Après quelques hésitations, la France a décidé d'implanter une base avancée à Madama, dans le nord-est du Niger, à 200 kilomètres de la Libye, havre pour les groupes terroristes et les trafiquants. Ce déploiement vient compléter une ligne de «points d'appui» installés dans les pays de la bande sahélo-saharienne (BSS) sur laquelle est déployée l'opération «Barkhane» qui a succédé à «Serval» le 1er août dernier: Tessalit au Mali, Atar en Mauritanie, et Faya au Tchad.
Qualifié de «temporaire», le nouveau poste avancé jouera un rôle important dans la lutte contre la menace djihadiste dans laquelle sont engagés les 3000 militaires français du dispositif «Barkhane», commandé depuis N'Djamena. La base est en effet située à proximité de l'«autoroute» du terrorisme et de la contrebande qui, via la passe de Salvador, sert à tous les trafics - hommes, drogues, et armes - entre la Libye et les pays de la bande sahélo-saharienne. «Nous sommes sur la frontière», confie-t-on dans l'entourage du ministre de la Défense, sans préciser si les forces françaises sont amenées à fouler le sol de la Libye.
Depuis leur sanctuaire, dans le sud d'un pays livré au chaos, les groupes islamistes transitent le long de la frontière algérienne ou empruntent des chemins plus à l'est. En visite à Paris, cette semaine, le chef d'état-major de l'armée nigérienne, le général Seyni Garba, a fait part aux généraux français de l'extrême difficulté à contrôler un espace aussi vaste. Au mois de septembre, les forces de «Barkhane» ont mené des reconnaissances dans cette région afin de déterminer l'implantation du «poste avancé» français. Le choix s'est porté sur Madama - site d'un ancien fort colonial français -, qui est en cours d'aménagement. Les «points d'appui avancés» de la BSS sont généralement censés accueillir un effectif de quelques dizaines d'hommes qui peut s'étoffer si besoin. À partir de là, «nous aurons à rejoindre les grands points de transit susceptibles d'être empruntés par les terroristes», a indiqué le colonel Gilles Jaron, porte-parole de l'état-major des armées (EMA).
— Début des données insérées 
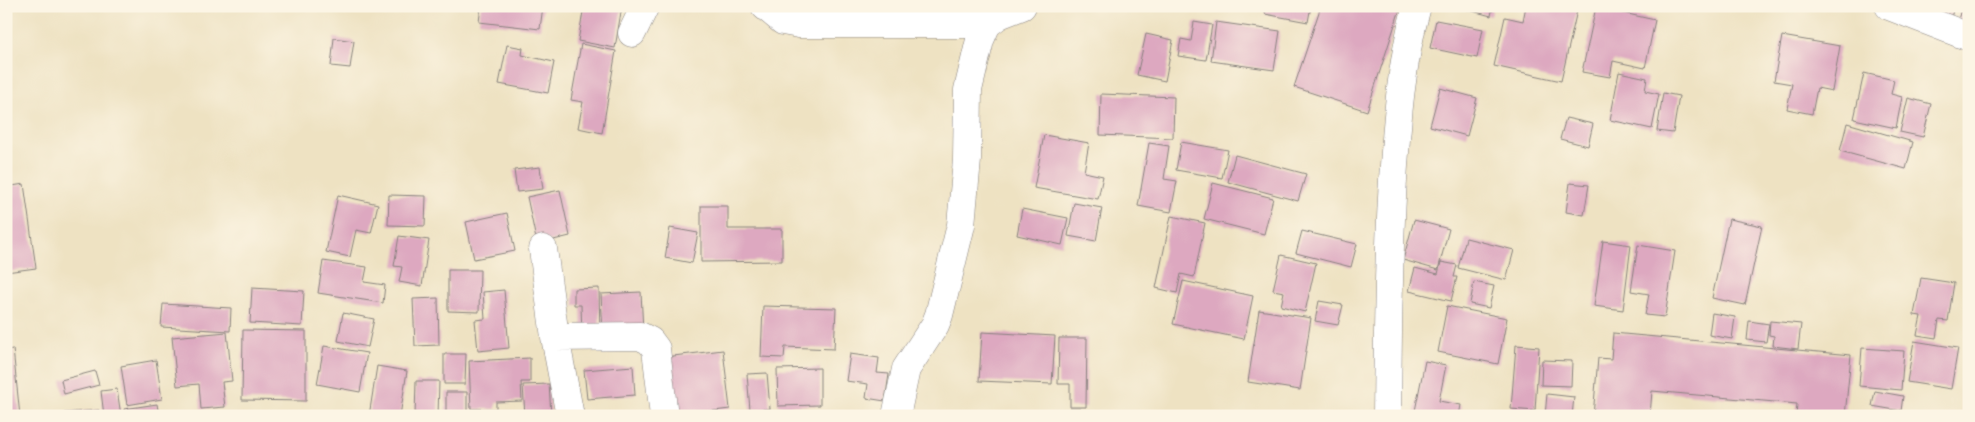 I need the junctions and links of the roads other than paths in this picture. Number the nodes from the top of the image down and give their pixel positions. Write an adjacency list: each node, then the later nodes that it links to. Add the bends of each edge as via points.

Jean-Yves Le Drian, depuis quelque temps déjà, alerte sur la menace représentée par le Sud libyen en soulignant le risque de «connexions» entre le front djihadiste du Sahel et celui du Proche-Orient. L'allégeance à Daech du groupe qui a exécuté l'otage français Hervé Gourdel en Kabylie donne corps à cette menace. Mais pour de multiples raisons, agir reste un casse-tête. Chacun des pays voisins soutient des groupes différents et a des intérêts divergents en Libye. Une intervention militaire, exclue à ce stade par les puissances occidentales, risquerait de déstabiliser la région tout entière. Le ministre de la Défense était jeudi à Washington pour sensibiliser davantage les dirigeants américains aux enjeux du dossier libyen. C'est qu'au Sahel, à la différence de l'Irak, les Français sont en première ligne même si les États-Unis fournissent leur aide (drones, ravitailleurs, transport…). Par ailleurs, l'affaire Gourdel a souligné le caractère essentiel des contacts avec l'Algérie. «Nous sommes en phase d'accroissement de la coopération avec les Algériens, qui sont en guerre avec al-Qaida au Maghreb islamique (Aqmi), relate une bonne source. Leur mot d'ordre est “on collabore”, même si c'est sans enthousiasme…»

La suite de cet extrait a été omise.